◆ Exercise description: The expected answer is the full listing, repeated exactly and free of images.

= Beginning of Section =

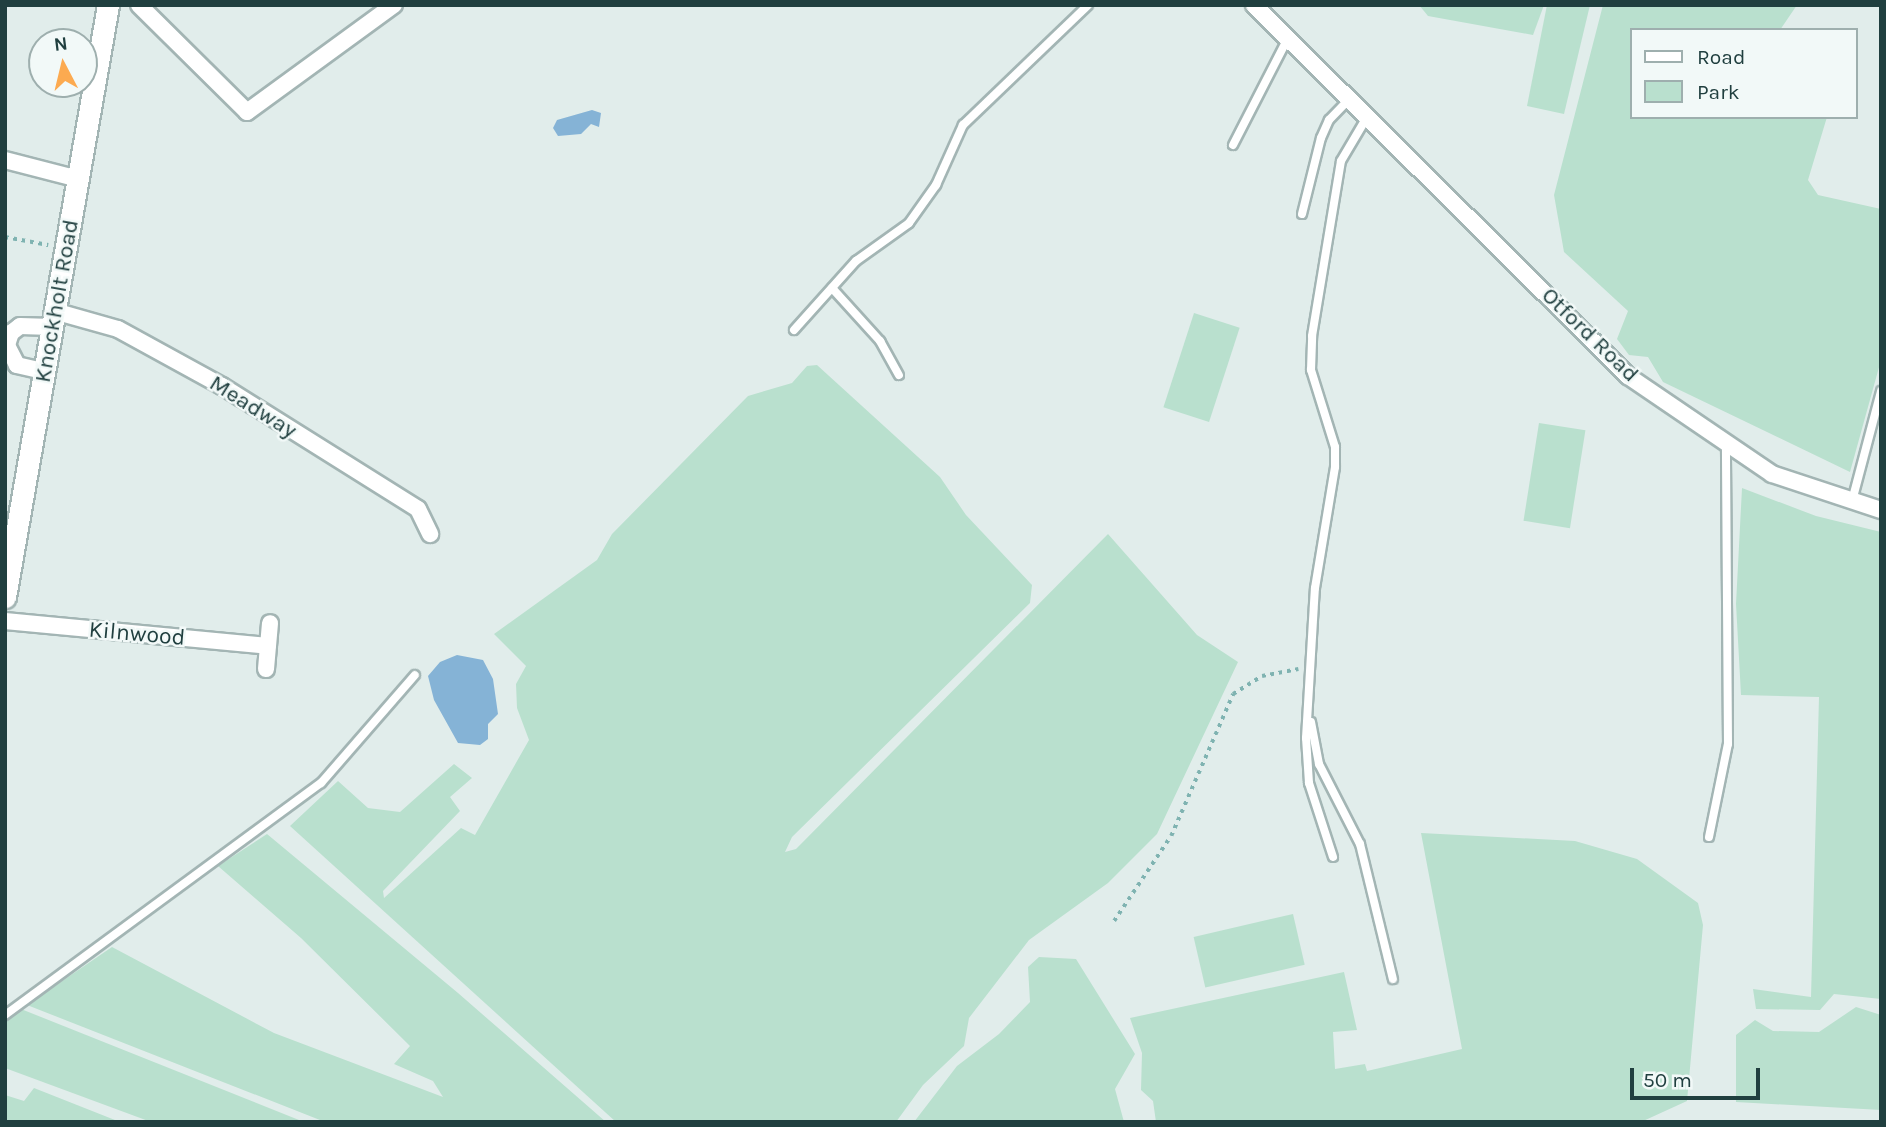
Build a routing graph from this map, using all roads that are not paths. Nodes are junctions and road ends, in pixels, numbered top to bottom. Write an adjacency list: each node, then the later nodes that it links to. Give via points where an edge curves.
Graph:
1 (139, 5): 2 (street, via 247,112)
2 (394, 5)
3 (1088, 5): 13 (lane, via 963,125 936,185 909,223 856,261)
4 (1254, 5): 6 (street, Otford Road)
5 (106, 6): 11 (street, Knockholt Road)
6 (1288, 38): 7 (street, Otford Road); 9 (lane)
7 (1348, 95): 8 (street, Otford Road); 12 (lane, via 1321,138)
8 (1368, 116): 20 (street, Otford Road, via 1629,376); 30 (lane, via 1341,161 1312,336 1311,370 1335,447 1335,467 1307,667)
9 (1233, 145)
10 (5, 160): 11 (street)
11 (79, 179): 14 (street, Knockholt Road)
12 (1302, 214)
13 (832, 288): 15 (lane); 18 (lane, via 880,341)
14 (53, 319): 16 (street, Meadway, via 20,326); 17 (street, Knockholt Road); 23 (street, Meadway, via 118,329 222,386 418,509)
15 (794, 330)
16 (6, 345): 17 (street, via 17,365)
17 (43, 371): 24 (street, Knockholt Road)
18 (900, 375)
19 (1881, 391): 21 (lane)
20 (1726, 443): 21 (street, Otford Road, via 1773,474); 31 (lane, via 1728,744)
21 (1852, 501): 22 (street, Otford Road)
22 (1881, 510)
23 (430, 534)
24 (6, 591)
25 (5, 621): 27 (street, Kilnwood)
26 (270, 623): 27 (street)
27 (268, 646): 28 (street)
28 (266, 669)
29 (415, 675): 34 (lane, via 321,783)
30 (1310, 719): 32 (lane, via 1306,738 1309,783); 33 (lane, via 1319,764 1360,844)
31 (1709, 836)
32 (1333, 857)
33 (1392, 979)
34 (5, 1015)

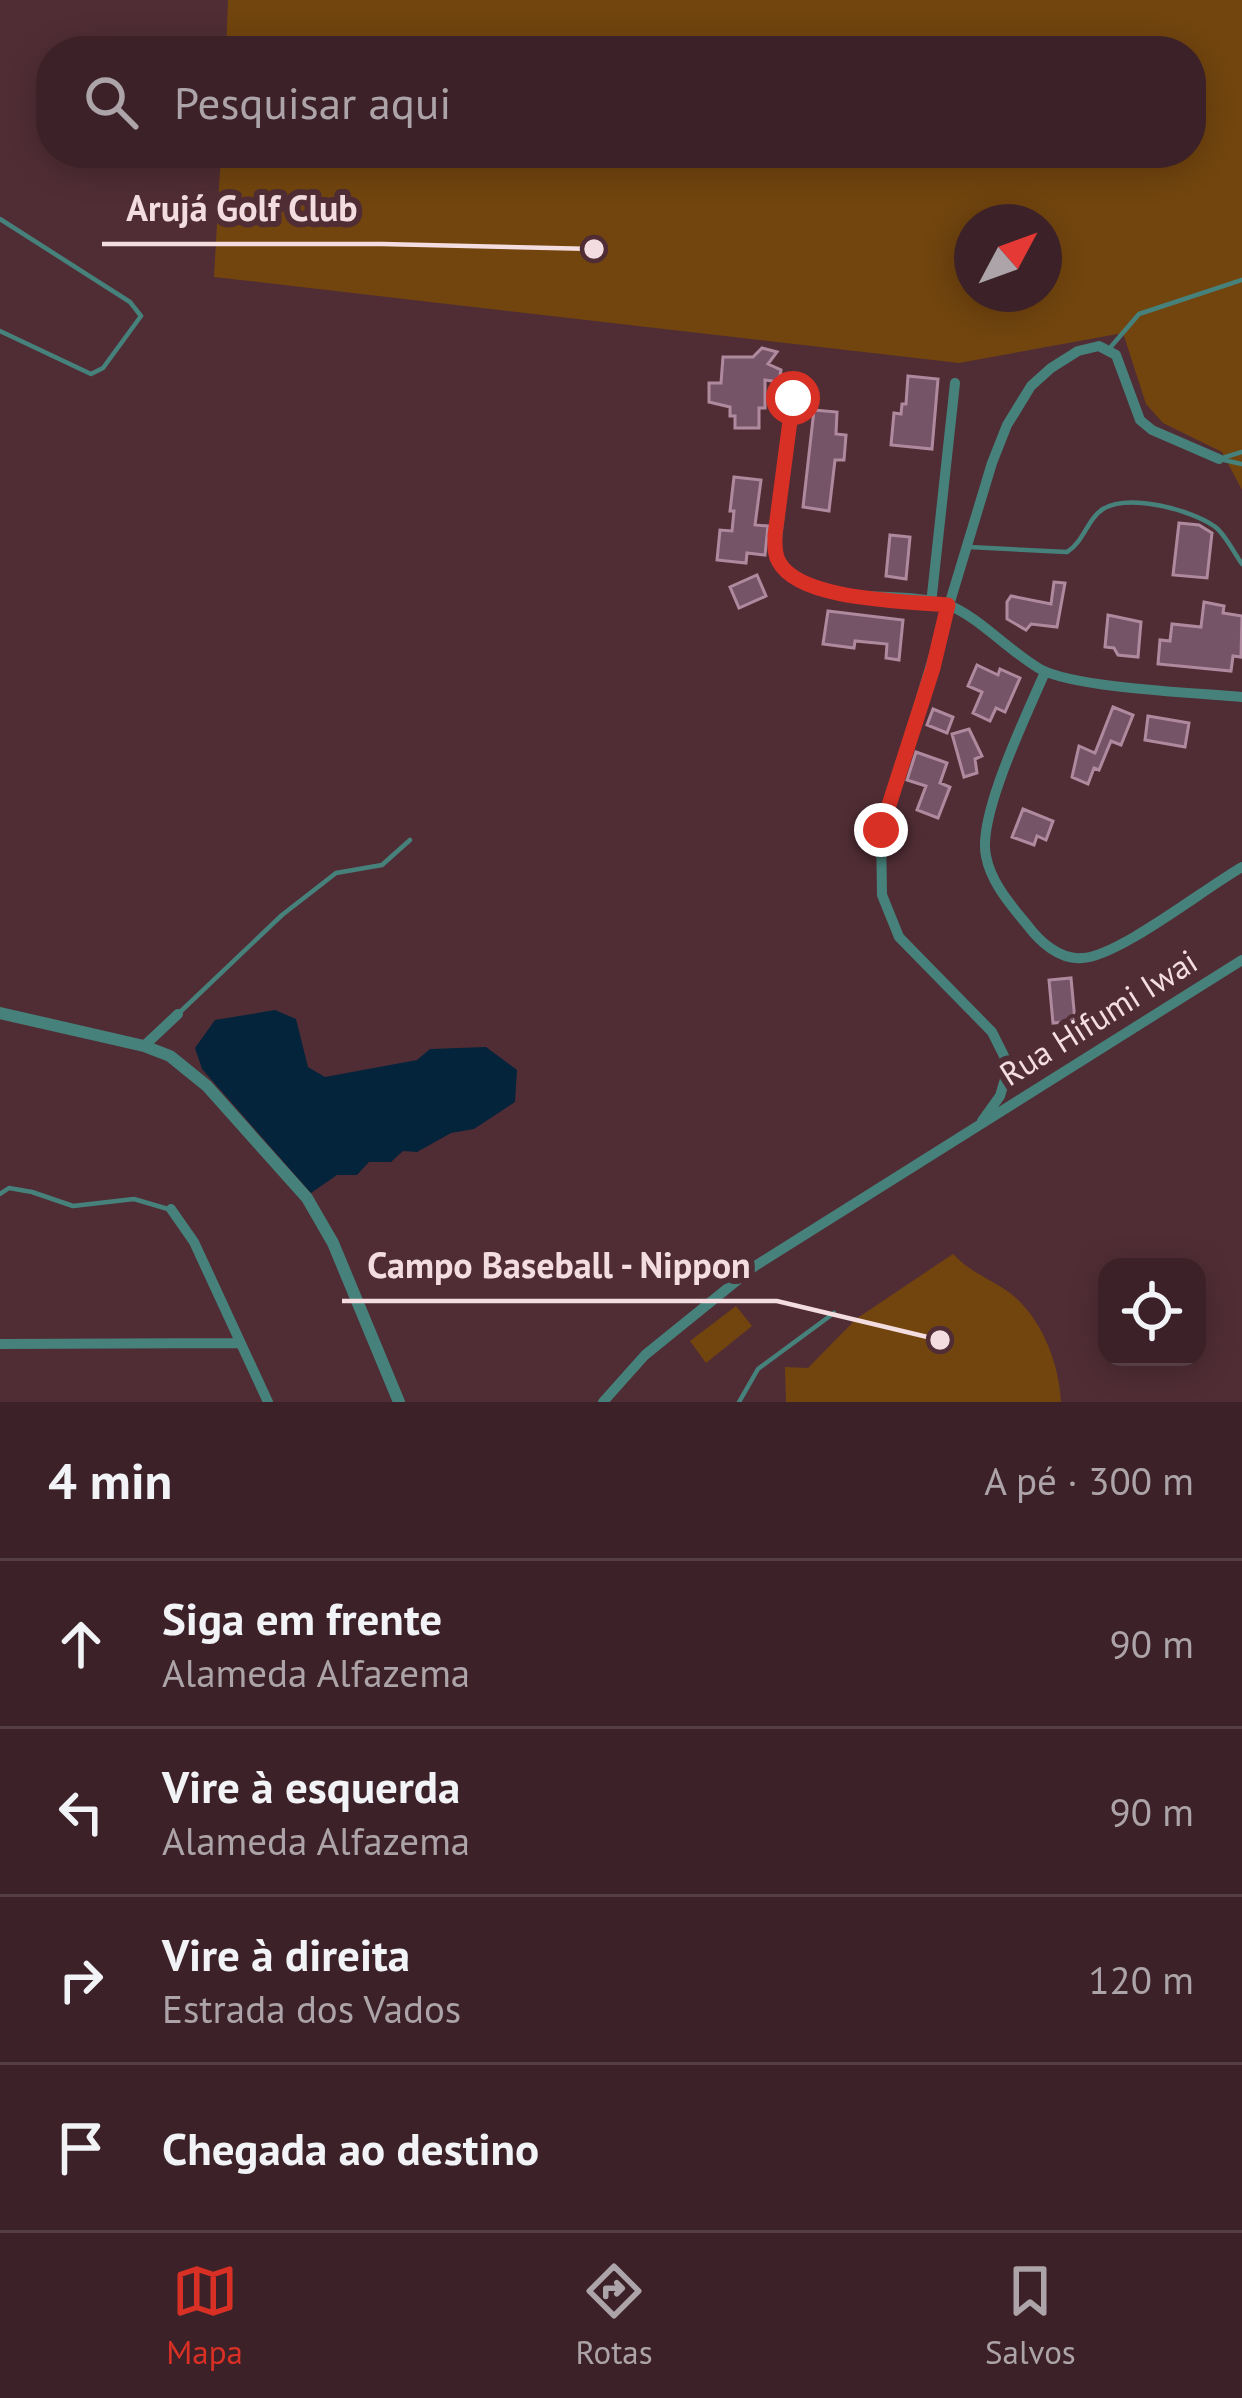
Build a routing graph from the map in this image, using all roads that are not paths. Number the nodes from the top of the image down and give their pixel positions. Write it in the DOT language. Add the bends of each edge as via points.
graph roads {
  1 [pos="0,220"];
  2 [pos="1242,280"];
  3 [pos="0,331"];
  4 [pos="1109,349"];
  5 [pos="955,383"];
  6 [pos="793,398"];
  7 [pos="1242,452"];
  8 [pos="1219,459"];
  9 [pos="1242,464"];
  10 [pos="969,548"];
  11 [pos="1242,564"];
  12 [pos="932,604"];
  13 [pos="948,605"];
  14 [pos="1045,672"];
  15 [pos="1242,697"];
  16 [pos="410,840"];
  17 [pos="1242,867"];
  18 [pos="1242,960"];
  19 [pos="0,1013"];
  20 [pos="178,1014"];
  21 [pos="143,1046"];
  22 [pos="982,1120"];
  23 [pos="0,1194"];
  24 [pos="171,1209"];
  25 [pos="834,1313"];
  26 [pos="240,1343"];
  27 [pos="0,1344"];
  28 [pos="268,1402"];
  29 [pos="399,1402"];
  30 [pos="603,1402"];
  31 [pos="739,1402"];
  1 -- 3 [label="lane" via="141,316 91,374"];
  2 -- 4 [label="lane" via="1139,314"];
  4 -- 8 [label="street" via="1140,420"];
  4 -- 10 [label="street" via="1089,347 1065,359 1018,404"];
  5 -- 12 [label="street"];
  6 -- 12 [label="street" via="775,535 781,567 803,585"];
  7 -- 8 [label="lane"];
  8 -- 9 [label="lane"];
  10 -- 11 [label="lane" via="1066,552 1098,511 1114,504 1178,507 1214,526"];
  10 -- 13 [label="street"];
  12 -- 13 [label="street"];
  13 -- 14 [label="street"];
  13 -- 22 [label="street" via="887,804 879,873 899,937 1002,1048 1006,1082"];
  14 -- 15 [label="street"];
  14 -- 17 [label="street" via="984,841 992,876 1039,940 1082,958 1118,945"];
  16 -- 20 [label="lane" via="382,865 336,873"];
  18 -- 22 [label="street, Rua Hifumi Iwai"];
  19 -- 21 [label="street"];
  20 -- 21 [label="street"];
  21 -- 29 [label="street" via="207,1086 307,1198"];
  22 -- 30 [label="street, Rua Hifumi Iwai" via="755,1266 645,1355"];
  23 -- 24 [label="lane" via="9,1188 73,1206 134,1199"];
  24 -- 26 [label="street"];
  25 -- 31 [label="lane" via="758,1369"];
  26 -- 27 [label="street"];
  26 -- 28 [label="street"];
}
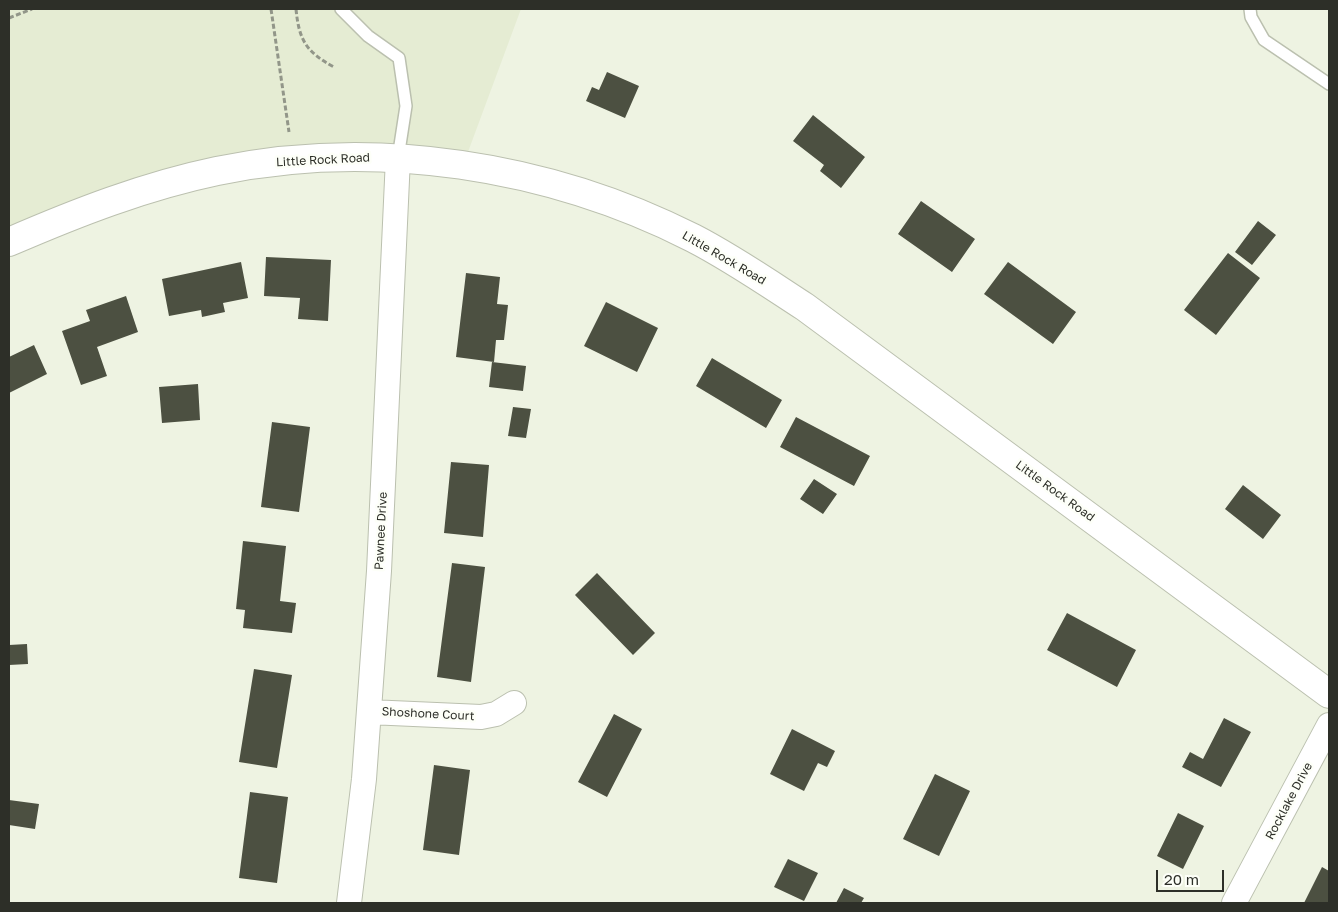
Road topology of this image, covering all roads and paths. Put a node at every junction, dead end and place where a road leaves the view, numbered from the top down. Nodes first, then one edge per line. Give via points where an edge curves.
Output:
1 (32, 9) edge
2 (271, 9) edge
3 (296, 9) edge
4 (341, 9) edge
5 (1250, 9) edge
6 (24, 10) edge
7 (9, 18) edge
8 (334, 67) dead end
9 (1329, 84) edge
10 (289, 132) dead end
11 (398, 158) junction
12 (9, 242) edge
13 (1329, 694) edge
14 (514, 704) dead end
15 (369, 712) junction
16 (1329, 725) edge
17 (349, 903) edge
18 (1234, 903) edge

1 - 6 path
2 - 10 path
3 - 8 path via 297,23 309,48 319,59
4 - 11 lane via 368,36 400,58 406,106
5 - 9 lane via 1264,40
6 - 7 path
11 - 12 main road, Little Rock Road via 339,157 276,162 217,172 122,197
11 - 13 main road, Little Rock Road via 467,166 584,193 694,238 742,265 805,307
11 - 15 street, Pawnee Drive via 379,571
14 - 15 street, Shoshone Court via 496,714 481,717
15 - 17 street, Pawnee Drive
16 - 18 street, Rocklake Drive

= End of Section =

◆ Answer below:
Build a routing graph from this map, using all roads that are not paths. Nodes are junctions and road ends, in pixels, numbered top to bottom. Write an adjacency list: each node, then the later nodes that it links to. Give via points where an edge curves.
Graph:
1 (139, 5): 2 (street, via 247,112)
2 (394, 5)
3 (1088, 5): 13 (lane, via 963,125 936,185 909,223 856,261)
4 (1254, 5): 6 (street, Otford Road)
5 (106, 6): 11 (street, Knockholt Road)
6 (1288, 38): 7 (street, Otford Road); 9 (lane)
7 (1348, 95): 8 (street, Otford Road); 12 (lane, via 1321,138)
8 (1368, 116): 20 (street, Otford Road, via 1629,376); 30 (lane, via 1341,161 1312,336 1311,370 1335,447 1335,467 1307,667)
9 (1233, 145)
10 (5, 160): 11 (street)
11 (79, 179): 14 (street, Knockholt Road)
12 (1302, 214)
13 (832, 288): 15 (lane); 18 (lane, via 880,341)
14 (53, 319): 16 (street, Meadway, via 20,326); 17 (street, Knockholt Road); 23 (street, Meadway, via 118,329 222,386 418,509)
15 (794, 330)
16 (6, 345): 17 (street, via 17,365)
17 (43, 371): 24 (street, Knockholt Road)
18 (900, 375)
19 (1881, 391): 21 (lane)
20 (1726, 443): 21 (street, Otford Road, via 1773,474); 31 (lane, via 1728,744)
21 (1852, 501): 22 (street, Otford Road)
22 (1881, 510)
23 (430, 534)
24 (6, 591)
25 (5, 621): 27 (street, Kilnwood)
26 (270, 623): 27 (street)
27 (268, 646): 28 (street)
28 (266, 669)
29 (415, 675): 34 (lane, via 321,783)
30 (1310, 719): 32 (lane, via 1306,738 1309,783); 33 (lane, via 1319,764 1360,844)
31 (1709, 836)
32 (1333, 857)
33 (1392, 979)
34 (5, 1015)

Build a routing graph from the map in this image, using all roads that are not paths. Number the nodes from the top of the image down and give their pixel positions. Write it in the DOT language. Add the bends of each edge as via points.
graph roads {
  1 [pos="0,220"];
  2 [pos="1242,280"];
  3 [pos="0,331"];
  4 [pos="1109,349"];
  5 [pos="955,383"];
  6 [pos="793,398"];
  7 [pos="1242,452"];
  8 [pos="1219,459"];
  9 [pos="1242,464"];
  10 [pos="969,548"];
  11 [pos="1242,564"];
  12 [pos="932,604"];
  13 [pos="948,605"];
  14 [pos="1045,672"];
  15 [pos="1242,697"];
  16 [pos="410,840"];
  17 [pos="1242,867"];
  18 [pos="1242,960"];
  19 [pos="0,1013"];
  20 [pos="178,1014"];
  21 [pos="143,1046"];
  22 [pos="982,1120"];
  23 [pos="0,1194"];
  24 [pos="171,1209"];
  25 [pos="834,1313"];
  26 [pos="240,1343"];
  27 [pos="0,1344"];
  28 [pos="268,1402"];
  29 [pos="399,1402"];
  30 [pos="603,1402"];
  31 [pos="739,1402"];
  1 -- 3 [label="lane" via="141,316 91,374"];
  2 -- 4 [label="lane" via="1139,314"];
  4 -- 8 [label="street" via="1140,420"];
  4 -- 10 [label="street" via="1089,347 1065,359 1018,404"];
  5 -- 12 [label="street"];
  6 -- 12 [label="street" via="775,535 781,567 803,585"];
  7 -- 8 [label="lane"];
  8 -- 9 [label="lane"];
  10 -- 11 [label="lane" via="1066,552 1098,511 1114,504 1178,507 1214,526"];
  10 -- 13 [label="street"];
  12 -- 13 [label="street"];
  13 -- 14 [label="street"];
  13 -- 22 [label="street" via="887,804 879,873 899,937 1002,1048 1006,1082"];
  14 -- 15 [label="street"];
  14 -- 17 [label="street" via="984,841 992,876 1039,940 1082,958 1118,945"];
  16 -- 20 [label="lane" via="382,865 336,873"];
  18 -- 22 [label="street, Rua Hifumi Iwai"];
  19 -- 21 [label="street"];
  20 -- 21 [label="street"];
  21 -- 29 [label="street" via="207,1086 307,1198"];
  22 -- 30 [label="street, Rua Hifumi Iwai" via="755,1266 645,1355"];
  23 -- 24 [label="lane" via="9,1188 73,1206 134,1199"];
  24 -- 26 [label="street"];
  25 -- 31 [label="lane" via="758,1369"];
  26 -- 27 [label="street"];
  26 -- 28 [label="street"];
}
Road topology of this image, covering all roads and paths. Put a node at every junction, dead end and place where a road leaves the view, numbered from the top down. Nodes first, then one edge per line. Give via points where an edge curves.
Output:
1 (32, 9) edge
2 (271, 9) edge
3 (296, 9) edge
4 (341, 9) edge
5 (1250, 9) edge
6 (24, 10) edge
7 (9, 18) edge
8 (334, 67) dead end
9 (1329, 84) edge
10 (289, 132) dead end
11 (398, 158) junction
12 (9, 242) edge
13 (1329, 694) edge
14 (514, 704) dead end
15 (369, 712) junction
16 (1329, 725) edge
17 (349, 903) edge
18 (1234, 903) edge

1 - 6 path
2 - 10 path
3 - 8 path via 297,23 309,48 319,59
4 - 11 lane via 368,36 400,58 406,106
5 - 9 lane via 1264,40
6 - 7 path
11 - 12 main road, Little Rock Road via 339,157 276,162 217,172 122,197
11 - 13 main road, Little Rock Road via 467,166 584,193 694,238 742,265 805,307
11 - 15 street, Pawnee Drive via 379,571
14 - 15 street, Shoshone Court via 496,714 481,717
15 - 17 street, Pawnee Drive
16 - 18 street, Rocklake Drive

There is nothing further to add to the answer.